Russian coal producers may struggle to redirect volumes to Asian markets if the EU proceeds with a threatened total import ban, analysts and industry participants said.
EU diplomats were this week discussing an embargo on purchases of Russian coal, part of an attempt to penalise Moscow for its invasion of Ukraine. Constraints on Russia’s railways, and the possibility that some Asian buyers will “self-sanction” and stop purchases following the EU’s lead, could shake up the sector, a big employer in Russia.
“We think the market is facing a complicated puzzle, and we expect some of Russia’s exports could be lost due to logistics challenges — possibly in the order of 30mn tonnes,” Morgan Stanley analyst Marius van Straaten said.
Russia has already been gradually rerouting volumes towards Asia and sent more than half of its coal exports east last year.
Nevertheless, around a quarter of Russian thermal coal exports — 48mn tonnes of about 190mn tonnes, according to Morgan Stanley data — went to Europe last year.
European coal imports rose 10 per cent on the previous year, according to the Russian energy ministry, as the continent searched for alternatives to expensive gas.
“Redirecting all this coal to the east is impossible. The (railways) do not have the additional space to carry it,” said Natalya Zubarevich, a director at the Independent Institute for Social Policy in Moscow.
Most Russian coal is sent by rail either west to Baltic and Black Sea ports or east to Pacific ports. Only two rail arteries connect east to west: the Transsiberian and the Baikal-Amur Mainline (BAM) railways.

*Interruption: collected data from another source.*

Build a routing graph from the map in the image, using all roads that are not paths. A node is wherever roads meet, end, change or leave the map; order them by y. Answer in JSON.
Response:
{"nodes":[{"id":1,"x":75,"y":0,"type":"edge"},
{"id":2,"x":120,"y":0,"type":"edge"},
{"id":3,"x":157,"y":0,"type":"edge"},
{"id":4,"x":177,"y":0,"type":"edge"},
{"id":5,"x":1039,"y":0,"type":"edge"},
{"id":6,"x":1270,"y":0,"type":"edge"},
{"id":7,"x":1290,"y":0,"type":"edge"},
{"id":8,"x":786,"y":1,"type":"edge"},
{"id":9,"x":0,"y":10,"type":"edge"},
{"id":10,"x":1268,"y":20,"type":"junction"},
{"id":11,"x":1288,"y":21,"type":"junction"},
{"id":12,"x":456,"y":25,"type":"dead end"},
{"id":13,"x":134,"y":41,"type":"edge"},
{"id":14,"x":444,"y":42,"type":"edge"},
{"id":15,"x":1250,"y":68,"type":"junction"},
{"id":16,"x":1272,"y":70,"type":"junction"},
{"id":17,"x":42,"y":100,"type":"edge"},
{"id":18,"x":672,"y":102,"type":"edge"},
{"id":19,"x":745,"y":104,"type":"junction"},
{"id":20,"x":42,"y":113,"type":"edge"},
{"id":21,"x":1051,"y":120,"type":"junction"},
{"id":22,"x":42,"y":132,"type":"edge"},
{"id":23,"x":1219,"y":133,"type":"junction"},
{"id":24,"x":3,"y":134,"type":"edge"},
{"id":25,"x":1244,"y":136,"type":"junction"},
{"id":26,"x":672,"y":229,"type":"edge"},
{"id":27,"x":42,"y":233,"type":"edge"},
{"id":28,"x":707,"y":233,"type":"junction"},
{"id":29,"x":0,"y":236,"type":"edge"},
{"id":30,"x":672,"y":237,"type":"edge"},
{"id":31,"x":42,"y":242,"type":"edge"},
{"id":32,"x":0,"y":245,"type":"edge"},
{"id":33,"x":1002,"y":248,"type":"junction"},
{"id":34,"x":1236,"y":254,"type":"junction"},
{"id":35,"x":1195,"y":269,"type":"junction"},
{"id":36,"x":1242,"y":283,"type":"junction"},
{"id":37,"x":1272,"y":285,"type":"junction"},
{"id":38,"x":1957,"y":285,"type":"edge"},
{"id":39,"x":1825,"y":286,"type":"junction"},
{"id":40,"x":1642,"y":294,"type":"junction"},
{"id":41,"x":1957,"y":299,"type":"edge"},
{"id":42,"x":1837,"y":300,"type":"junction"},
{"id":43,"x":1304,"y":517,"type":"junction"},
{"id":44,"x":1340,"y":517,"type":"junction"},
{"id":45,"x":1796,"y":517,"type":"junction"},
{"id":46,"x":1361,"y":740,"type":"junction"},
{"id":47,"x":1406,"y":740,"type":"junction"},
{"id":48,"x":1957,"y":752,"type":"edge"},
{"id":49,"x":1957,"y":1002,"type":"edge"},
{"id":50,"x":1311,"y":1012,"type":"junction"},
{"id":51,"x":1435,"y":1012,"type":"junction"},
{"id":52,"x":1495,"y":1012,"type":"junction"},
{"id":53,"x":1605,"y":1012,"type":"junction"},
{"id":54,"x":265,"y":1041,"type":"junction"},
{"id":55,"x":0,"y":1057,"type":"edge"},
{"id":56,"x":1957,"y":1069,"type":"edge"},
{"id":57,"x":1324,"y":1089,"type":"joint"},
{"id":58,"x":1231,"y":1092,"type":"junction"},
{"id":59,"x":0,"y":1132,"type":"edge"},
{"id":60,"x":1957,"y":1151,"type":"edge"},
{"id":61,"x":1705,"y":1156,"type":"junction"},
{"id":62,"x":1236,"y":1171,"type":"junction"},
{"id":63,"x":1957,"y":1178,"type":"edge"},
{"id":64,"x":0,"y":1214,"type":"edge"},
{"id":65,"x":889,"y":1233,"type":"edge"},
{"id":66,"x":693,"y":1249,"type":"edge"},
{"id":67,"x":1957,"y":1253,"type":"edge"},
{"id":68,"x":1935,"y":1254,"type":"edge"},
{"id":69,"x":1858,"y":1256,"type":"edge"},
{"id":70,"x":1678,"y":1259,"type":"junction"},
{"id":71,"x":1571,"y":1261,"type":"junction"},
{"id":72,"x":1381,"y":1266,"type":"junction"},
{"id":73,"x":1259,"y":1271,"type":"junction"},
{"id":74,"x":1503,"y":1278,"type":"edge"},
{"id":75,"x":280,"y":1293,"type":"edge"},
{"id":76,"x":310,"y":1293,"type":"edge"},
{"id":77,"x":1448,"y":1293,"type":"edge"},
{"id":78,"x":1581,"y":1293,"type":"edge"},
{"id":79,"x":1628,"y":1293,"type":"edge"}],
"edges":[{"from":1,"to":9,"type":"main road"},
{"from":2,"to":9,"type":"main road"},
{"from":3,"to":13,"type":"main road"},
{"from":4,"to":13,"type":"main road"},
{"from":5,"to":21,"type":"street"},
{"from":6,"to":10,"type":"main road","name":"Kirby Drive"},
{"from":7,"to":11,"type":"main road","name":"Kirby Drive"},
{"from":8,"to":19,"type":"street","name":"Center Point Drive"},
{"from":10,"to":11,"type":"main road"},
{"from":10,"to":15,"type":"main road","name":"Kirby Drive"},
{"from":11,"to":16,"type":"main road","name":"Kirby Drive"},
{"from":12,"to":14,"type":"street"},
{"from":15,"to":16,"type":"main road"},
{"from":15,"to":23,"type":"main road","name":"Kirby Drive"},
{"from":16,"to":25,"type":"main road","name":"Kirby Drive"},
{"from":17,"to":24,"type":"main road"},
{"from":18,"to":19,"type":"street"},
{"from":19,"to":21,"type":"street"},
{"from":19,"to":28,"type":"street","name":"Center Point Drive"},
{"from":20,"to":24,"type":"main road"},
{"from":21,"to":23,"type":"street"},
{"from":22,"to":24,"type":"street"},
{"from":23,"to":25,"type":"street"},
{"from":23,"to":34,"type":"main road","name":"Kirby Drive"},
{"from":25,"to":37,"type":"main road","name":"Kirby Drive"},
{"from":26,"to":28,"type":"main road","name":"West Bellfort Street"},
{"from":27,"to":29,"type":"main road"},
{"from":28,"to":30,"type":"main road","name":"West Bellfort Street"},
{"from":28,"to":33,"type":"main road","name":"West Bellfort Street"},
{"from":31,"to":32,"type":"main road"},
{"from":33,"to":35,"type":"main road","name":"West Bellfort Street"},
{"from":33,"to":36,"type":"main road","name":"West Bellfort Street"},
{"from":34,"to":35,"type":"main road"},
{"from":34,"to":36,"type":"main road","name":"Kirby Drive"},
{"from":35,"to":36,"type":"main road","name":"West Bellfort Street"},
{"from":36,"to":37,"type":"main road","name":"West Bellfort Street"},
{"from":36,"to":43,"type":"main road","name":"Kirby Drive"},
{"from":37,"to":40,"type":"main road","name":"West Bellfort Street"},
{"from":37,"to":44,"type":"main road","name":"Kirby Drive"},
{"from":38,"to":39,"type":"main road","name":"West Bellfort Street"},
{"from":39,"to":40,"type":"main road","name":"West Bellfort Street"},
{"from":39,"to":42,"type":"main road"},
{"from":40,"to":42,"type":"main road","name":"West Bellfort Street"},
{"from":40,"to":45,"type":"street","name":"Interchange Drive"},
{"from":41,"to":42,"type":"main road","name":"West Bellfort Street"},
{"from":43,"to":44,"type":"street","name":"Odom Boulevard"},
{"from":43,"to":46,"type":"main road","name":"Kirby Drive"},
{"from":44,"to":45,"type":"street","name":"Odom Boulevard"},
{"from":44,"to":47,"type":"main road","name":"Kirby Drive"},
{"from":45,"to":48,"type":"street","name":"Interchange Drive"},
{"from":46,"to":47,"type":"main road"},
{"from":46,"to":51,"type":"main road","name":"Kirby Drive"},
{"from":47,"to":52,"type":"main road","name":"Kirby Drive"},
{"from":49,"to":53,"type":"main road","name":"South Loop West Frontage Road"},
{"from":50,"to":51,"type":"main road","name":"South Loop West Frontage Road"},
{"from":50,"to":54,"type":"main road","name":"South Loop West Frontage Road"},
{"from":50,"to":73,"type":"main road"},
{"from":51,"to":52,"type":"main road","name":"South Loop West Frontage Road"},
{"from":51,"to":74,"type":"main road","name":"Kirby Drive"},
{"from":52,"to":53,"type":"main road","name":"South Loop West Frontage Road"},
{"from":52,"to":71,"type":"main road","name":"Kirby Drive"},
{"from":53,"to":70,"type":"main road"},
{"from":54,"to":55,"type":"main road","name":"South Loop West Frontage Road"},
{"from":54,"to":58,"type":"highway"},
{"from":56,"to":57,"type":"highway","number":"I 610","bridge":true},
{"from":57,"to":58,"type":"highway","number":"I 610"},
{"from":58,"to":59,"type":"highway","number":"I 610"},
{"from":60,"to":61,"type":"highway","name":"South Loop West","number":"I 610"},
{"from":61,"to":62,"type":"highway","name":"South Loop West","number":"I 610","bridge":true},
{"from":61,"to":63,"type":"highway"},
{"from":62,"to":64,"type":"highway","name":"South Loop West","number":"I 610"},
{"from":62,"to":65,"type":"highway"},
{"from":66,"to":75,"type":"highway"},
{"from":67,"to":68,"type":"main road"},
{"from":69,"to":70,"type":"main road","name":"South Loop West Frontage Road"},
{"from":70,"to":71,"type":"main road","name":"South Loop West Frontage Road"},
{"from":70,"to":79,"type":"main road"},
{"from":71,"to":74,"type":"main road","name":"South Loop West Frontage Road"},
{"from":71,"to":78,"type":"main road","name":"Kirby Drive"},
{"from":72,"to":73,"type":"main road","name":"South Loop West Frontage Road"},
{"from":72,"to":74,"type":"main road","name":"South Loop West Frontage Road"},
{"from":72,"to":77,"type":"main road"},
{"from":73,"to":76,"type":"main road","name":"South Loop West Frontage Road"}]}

Capacity is being expanded but will not make a significant difference for some time, Zubarevich said.
A representative at one of Russia’s biggest coal producers said: “The biggest issue that has been on the mind of everyone in Russia’s coal industry lately is limited transportation capacity. We have been pushing for increased eastward railway capacity for a long time but it is still not ready to handle the coal volumes we need.”
The person described the need to rapidly move more volumes to Asia as “critical”.
Russian miners are clamouring for the national monopoly rail operator, Russian Railways, to shift consumer goods cargos off trains so they can create capacity to export more coal towards Asia.
Even if logistical issues could be overcome, western analysts raised doubts over the amount of demand outside China, which currently imports around the same amount of Russian coal as the EU, according to Morgan Stanley.
“I would question whether Japan, South Korea or Taiwan are going to be all that keen on supporting Russia and buying its coal when the EU has come out with a ban,” said Steve Hulton, senior vice-president of coal at Rystad Energy.
Japan, South Korea and Taiwan together account for 28 per cent of Russia’s thermal coal exports.
High global prices are reassuring some in Russia, however. On Wednesday, futures linked to the benchmark European coal price were trading at $295 a tonne, up from $180 before the war in Ukraine started.
Vladimir Khripkov, a Siberian coal mine developer who is helping to launch a new mine project this summer, said he feels confident the region will not struggle to ship its high-quality coal to Asia.
Moreover, at current global coal prices, coal producers are “bathing in chocolate”, Khripkov said.